→ Task description: Those lines of the following listing which contain the string "daero" should be returned.
Segment Start: Source material
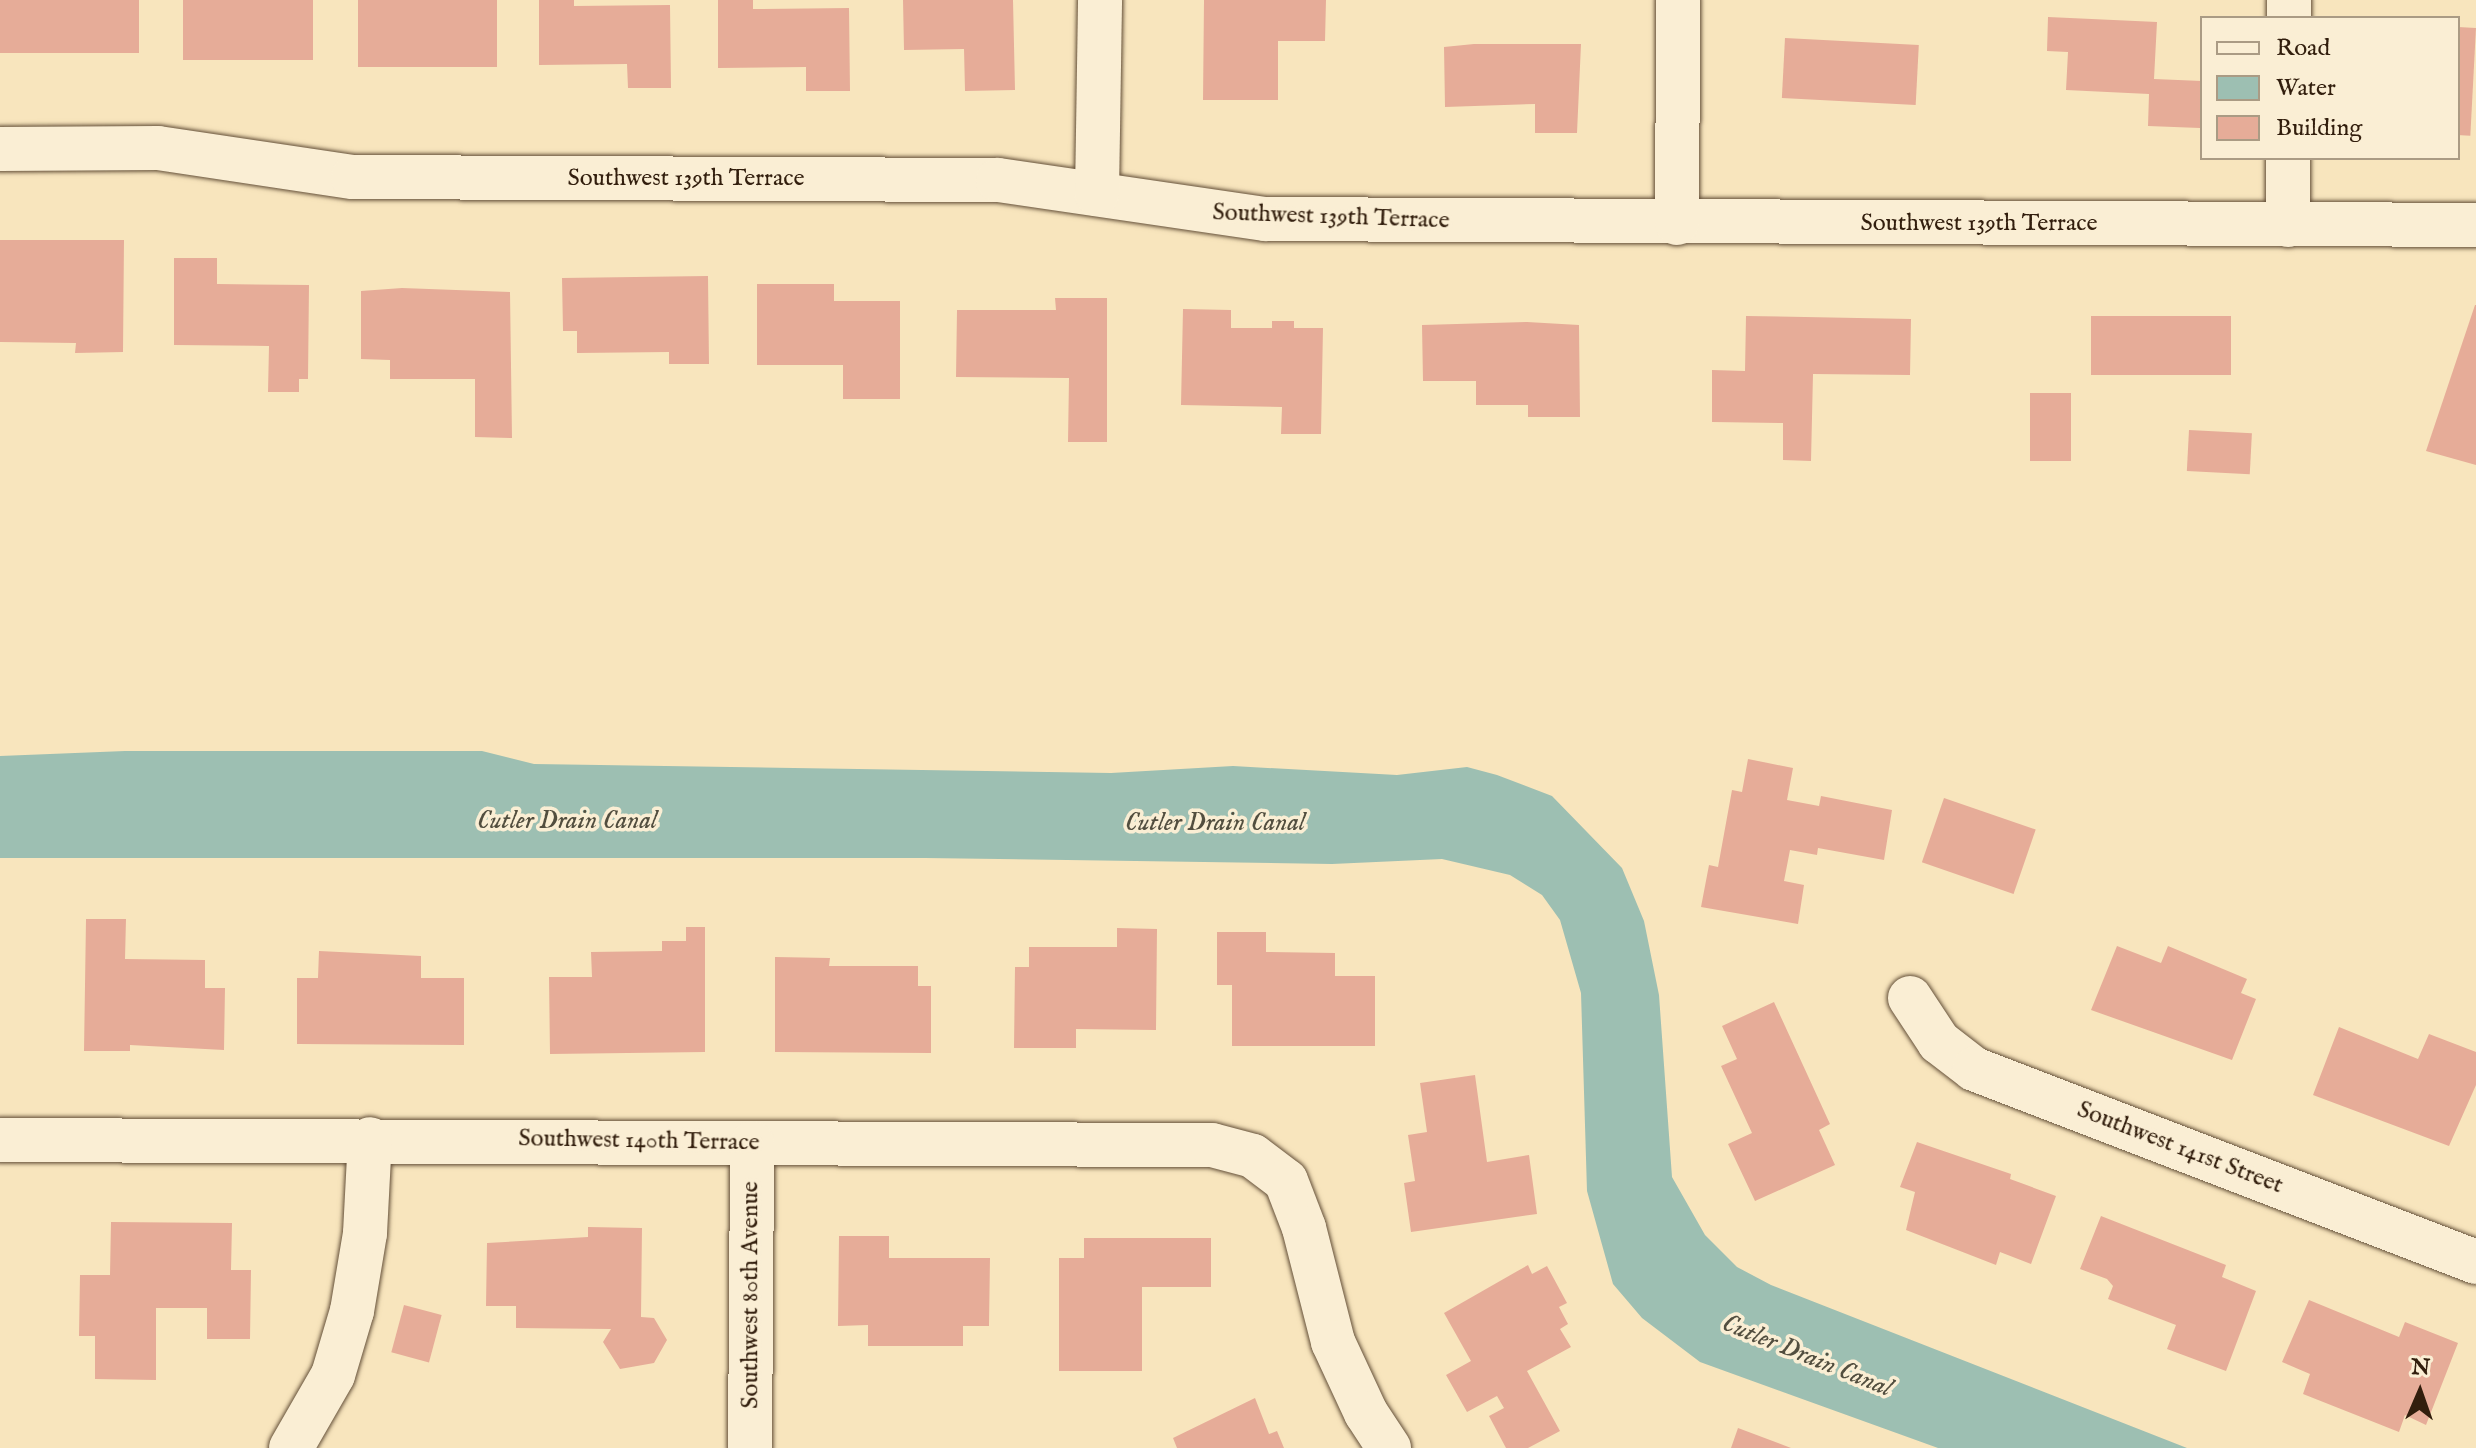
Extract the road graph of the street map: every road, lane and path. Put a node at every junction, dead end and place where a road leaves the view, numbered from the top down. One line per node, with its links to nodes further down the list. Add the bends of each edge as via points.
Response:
1 (1100, 0): 5 (street)
2 (1678, 0): 6 (street)
3 (0, 149): 5 (street, Southwest 139th Terrace, via 158,148 353,177 998,180)
4 (2288, 160): 7 (street)
5 (1097, 194): 6 (street, Southwest 139th Terrace, via 1210,215 1265,219)
6 (1677, 223): 7 (street, Southwest 139th Terrace)
7 (2288, 225): 8 (street, Southwest 139th Terrace)
8 (2476, 225)
9 (1910, 998): 13 (street, Southwest 141st Street, via 1939,1042 1974,1069)
10 (370, 1139): 11 (street, Southwest 140th Terrace); 12 (street, Southwest 140th Terrace); 14 (street, via 365,1233 345,1338 320,1402)
11 (0, 1140)
12 (752, 1143): 15 (street, Southwest 80th Avenue); 16 (street, Southwest 140th Terrace, via 1189,1143 1233,1150 1273,1167 1295,1199 1333,1342)
13 (2476, 1262)
14 (291, 1448)
15 (750, 1448)
16 (1389, 1448)

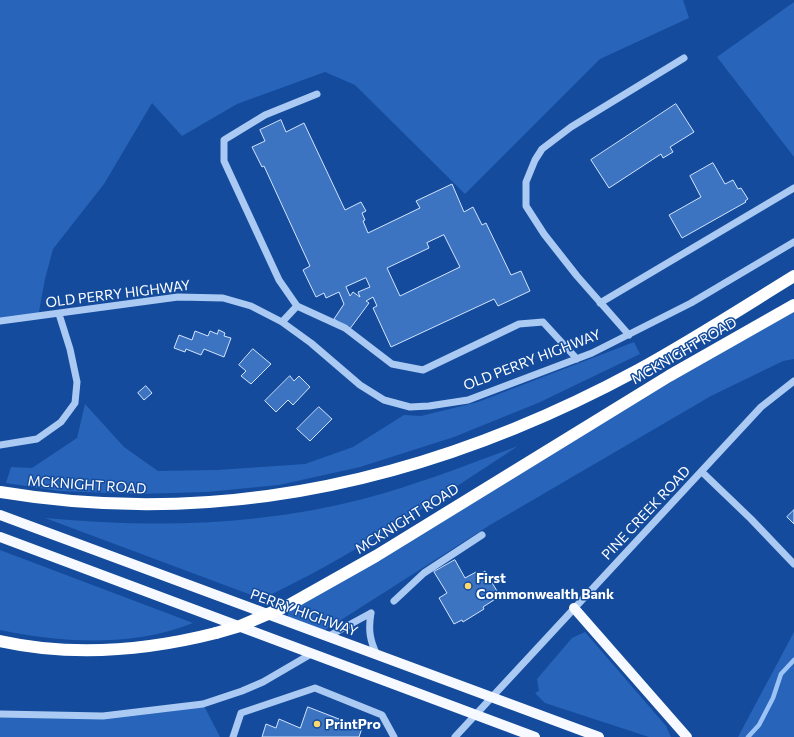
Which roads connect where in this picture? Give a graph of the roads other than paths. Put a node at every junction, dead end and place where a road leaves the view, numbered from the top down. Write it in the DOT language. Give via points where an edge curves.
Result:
graph roads {
  1 [pos="684,58"];
  2 [pos="317,94"];
  3 [pos="794,188"];
  4 [pos="794,242"];
  5 [pos="794,276"];
  6 [pos="600,303"];
  7 [pos="794,305"];
  8 [pos="297,306"];
  9 [pos="59,314"];
  10 [pos="0,321"];
  11 [pos="282,322"];
  12 [pos="629,335"];
  13 [pos="576,359"];
  14 [pos="794,381"];
  15 [pos="785,387"];
  16 [pos="794,388"];
  17 [pos="0,445"];
  18 [pos="702,472"];
  19 [pos="0,492"];
  20 [pos="0,515"];
  21 [pos="482,535"];
  22 [pos="0,538"];
  23 [pos="794,564"];
  24 [pos="394,601"];
  25 [pos="574,608"];
  26 [pos="327,637"];
  27 [pos="0,641"];
  28 [pos="311,654"];
  29 [pos="378,656"];
  30 [pos="491,698"];
  31 [pos="0,714"];
  32 [pos="476,716"];
  33 [pos="233,737"];
  34 [pos="394,737"];
  35 [pos="456,737"];
  36 [pos="535,737"];
  37 [pos="599,737"];
  38 [pos="687,737"];
  1 -- 6 [label="street" via="571,128 542,149 526,182 526,206 544,234"];
  2 -- 8 [label="street" via="265,115 224,140 224,161 279,280"];
  3 -- 6 [label="street"];
  4 -- 12 [label="street, OLD PERRY HIGHWAY" via="691,303"];
  5 -- 19 [label="highway, MCKNIGHT ROAD" via="673,351 601,389 476,443 404,468 359,480 262,498 168,505 92,504"];
  6 -- 12 [label="street"];
  7 -- 27 [label="highway, MCKNIGHT ROAD, bridge" via="669,376 376,556 289,605 240,626 168,644 115,650 60,650"];
  8 -- 11 [label="street"];
  8 -- 13 [label="street" via="345,328 392,364 423,370 527,323 543,322"];
  9 -- 10 [label="street, OLD PERRY HIGHWAY"];
  9 -- 11 [label="street, OLD PERRY HIGHWAY" via="178,297 205,296 251,306"];
  9 -- 17 [label="street" via="77,382 75,403 61,422 37,439"];
  11 -- 13 [label="street, OLD PERRY HIGHWAY" via="360,385 384,400 410,407 468,400"];
  12 -- 13 [label="street, OLD PERRY HIGHWAY"];
  14 -- 15 [label="street, PINE CREEK ROAD"];
  15 -- 16 [label="street"];
  15 -- 18 [label="street, PINE CREEK ROAD" via="761,407"];
  18 -- 23 [label="street" via="751,518"];
  18 -- 25 [label="street, PINE CREEK ROAD"];
  20 -- 26 [label="main road, PERRY HIGHWAY"];
  21 -- 24 [label="street" via="424,573"];
  22 -- 28 [label="main road"];
  25 -- 30 [label="street, PINE CREEK ROAD"];
  25 -- 38 [label="main road"];
  26 -- 29 [label="main road, PERRY HIGHWAY"];
  26 -- 29 [label="street" via="371,613 370,637"];
  28 -- 31 [label="street" via="263,682 203,704 103,716"];
  28 -- 32 [label="main road"];
  29 -- 30 [label="main road, PERRY HIGHWAY"];
  30 -- 32 [label="street, PINE CREEK ROAD"];
  30 -- 37 [label="main road, PERRY HIGHWAY"];
  32 -- 35 [label="street, PINE CREEK ROAD"];
  32 -- 36 [label="main road"];
  33 -- 34 [label="street" via="241,713 315,688 382,715"];
}
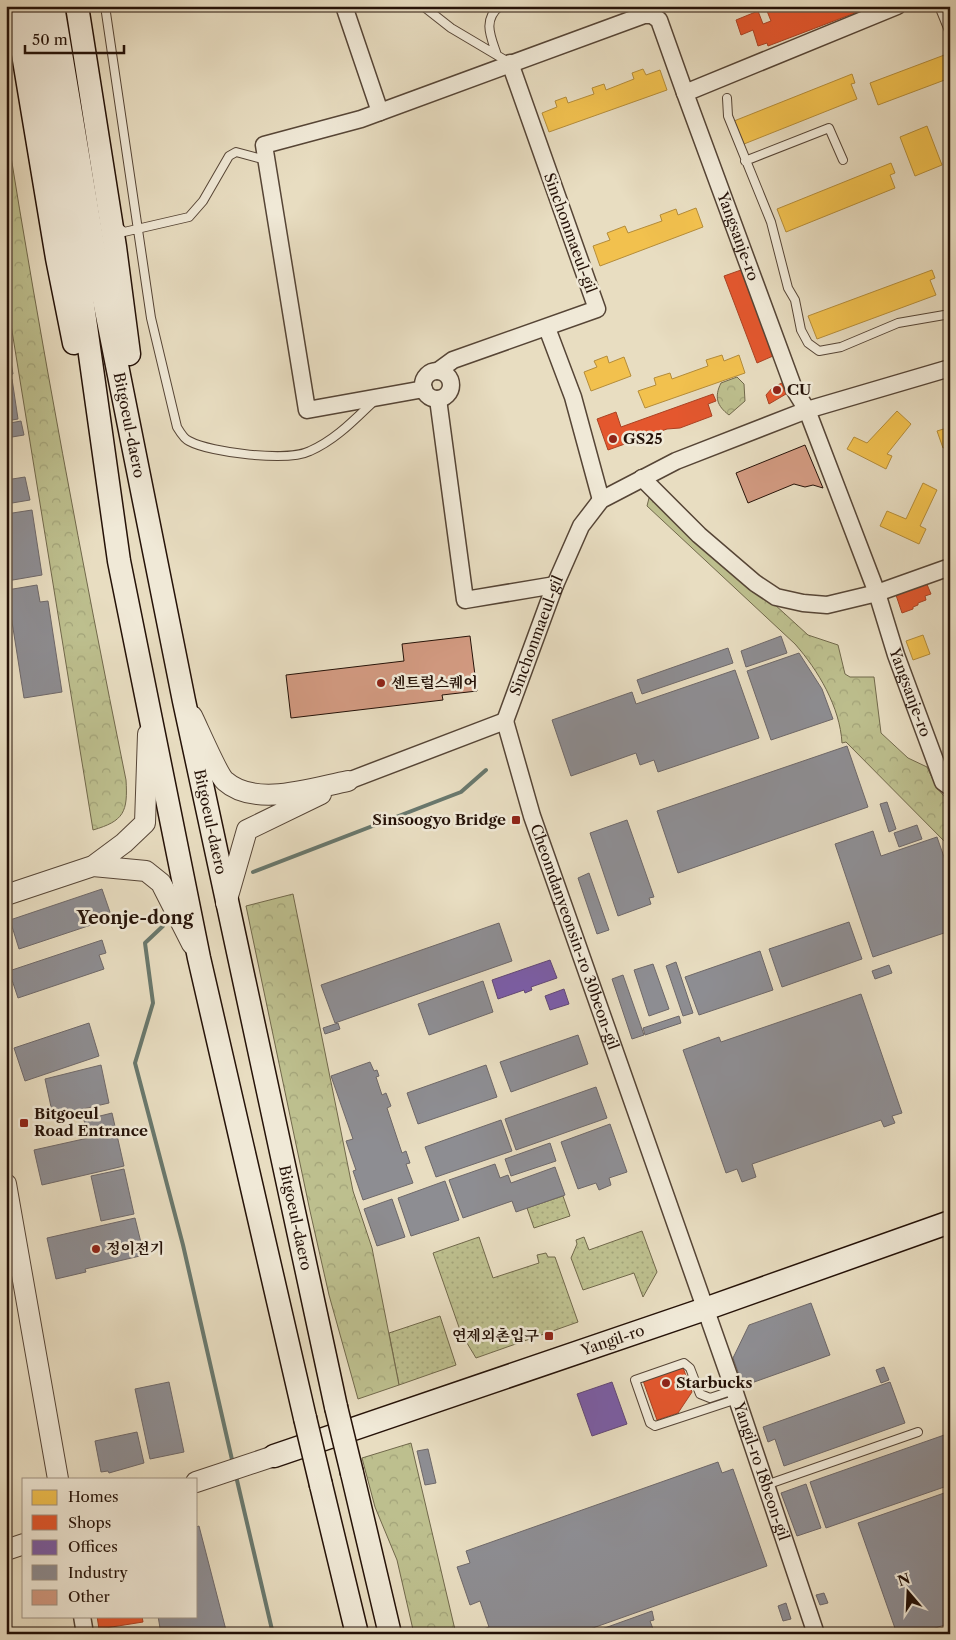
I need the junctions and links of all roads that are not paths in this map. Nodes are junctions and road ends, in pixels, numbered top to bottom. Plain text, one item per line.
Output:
1 (15, 6) edge
2 (34, 6) edge
3 (53, 6) edge
4 (77, 6) edge
5 (106, 6) edge
6 (344, 6) edge
7 (423, 6) edge
8 (500, 6) edge
9 (898, 6) edge
10 (939, 6) edge
11 (950, 34) edge
12 (503, 59) junction
13 (685, 93) junction
14 (727, 98) dead end
15 (380, 112) junction
16 (266, 160) junction
17 (843, 160) dead end
18 (745, 161) junction
19 (111, 221) junction
20 (137, 230) junction
21 (950, 314) edge
22 (547, 328) junction
23 (950, 368) edge
24 (438, 371) junction
25 (424, 389) junction
26 (378, 396) junction
27 (438, 399) junction
28 (807, 410) junction
29 (642, 478) junction
30 (601, 500) junction
31 (156, 554) junction
32 (119, 561) junction
33 (950, 568) edge
34 (555, 584) junction
35 (877, 593) junction
36 (184, 700) junction
37 (148, 710) junction
38 (505, 721) junction
39 (348, 781) junction
40 (950, 787) edge
41 (93, 866) junction
42 (6, 895) edge
43 (226, 904) junction
44 (199, 958) junction
45 (6, 1184) edge
46 (950, 1222) edge
47 (11, 1251) edge
48 (705, 1309) junction
49 (735, 1394) junction
50 (918, 1432) dead end
51 (274, 1456) joint
52 (58, 1478) edge
53 (198, 1481) edge
54 (766, 1485) junction
55 (22, 1545) edge
56 (6, 1550) edge
57 (82, 1618) edge
58 (85, 1634) edge
59 (357, 1634) edge
60 (390, 1634) edge
61 (816, 1634) edge

1 - 32 main road
2 - 32 main road, Bitgoeul-daero
3 - 31 main road, Bitgoeul-daero
4 - 19 main road
5 - 20 lane
6 - 15 street
7 - 12 lane
8 - 12 lane
9 - 13 street
10 - 11 lane
12 - 13 street, Yangsanje-ro
12 - 15 street
12 - 22 street, Sinchonmaeul-gil
13 - 28 street, Yangsanje-ro
14 - 18 lane
15 - 16 street
16 - 20 lane
16 - 26 street
17 - 18 lane
18 - 21 lane
19 - 20 lane
19 - 31 main road
20 - 26 lane
22 - 24 street
22 - 30 street
23 - 28 street, Sinchonmaeul-gil
24 - 25 street
24 - 27 street
25 - 26 street
25 - 27 street
27 - 34 street
28 - 29 street, Sinchonmaeul-gil
28 - 35 street, Yangsanje-ro
29 - 30 street, Sinchonmaeul-gil
29 - 35 street
30 - 34 street, Sinchonmaeul-gil
31 - 36 main road, Bitgoeul-daero
32 - 37 main road, Bitgoeul-daero
33 - 35 street
34 - 38 street, Sinchonmaeul-gil
35 - 40 street, Yangsanje-ro
36 - 39 street
36 - 43 main road, Bitgoeul-daero
37 - 41 street
37 - 44 main road, Bitgoeul-daero
38 - 39 street
38 - 48 street, Cheomdanyeonsin-ro 30beon-gil
39 - 43 street
41 - 42 street
41 - 44 street
43 - 60 main road, Bitgoeul-daero, bridge
44 - 59 main road, Bitgoeul-daero, bridge
45 - 47 street
46 - 48 main road, Yangil-ro
47 - 52 street
48 - 49 street, Yangil-ro 18beon-gil
48 - 51 main road, Yangil-ro
49 - 49 lane
49 - 54 street, Yangil-ro 18beon-gil
50 - 54 lane
51 - 53 street
54 - 61 street, Yangil-ro 18beon-gil
55 - 56 street
57 - 58 street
Segment End: Source material
→ Solution to this problem:
2 - 32 main road, Bitgoeul-daero
3 - 31 main road, Bitgoeul-daero
31 - 36 main road, Bitgoeul-daero
32 - 37 main road, Bitgoeul-daero
36 - 43 main road, Bitgoeul-daero
37 - 44 main road, Bitgoeul-daero
43 - 60 main road, Bitgoeul-daero, bridge
44 - 59 main road, Bitgoeul-daero, bridge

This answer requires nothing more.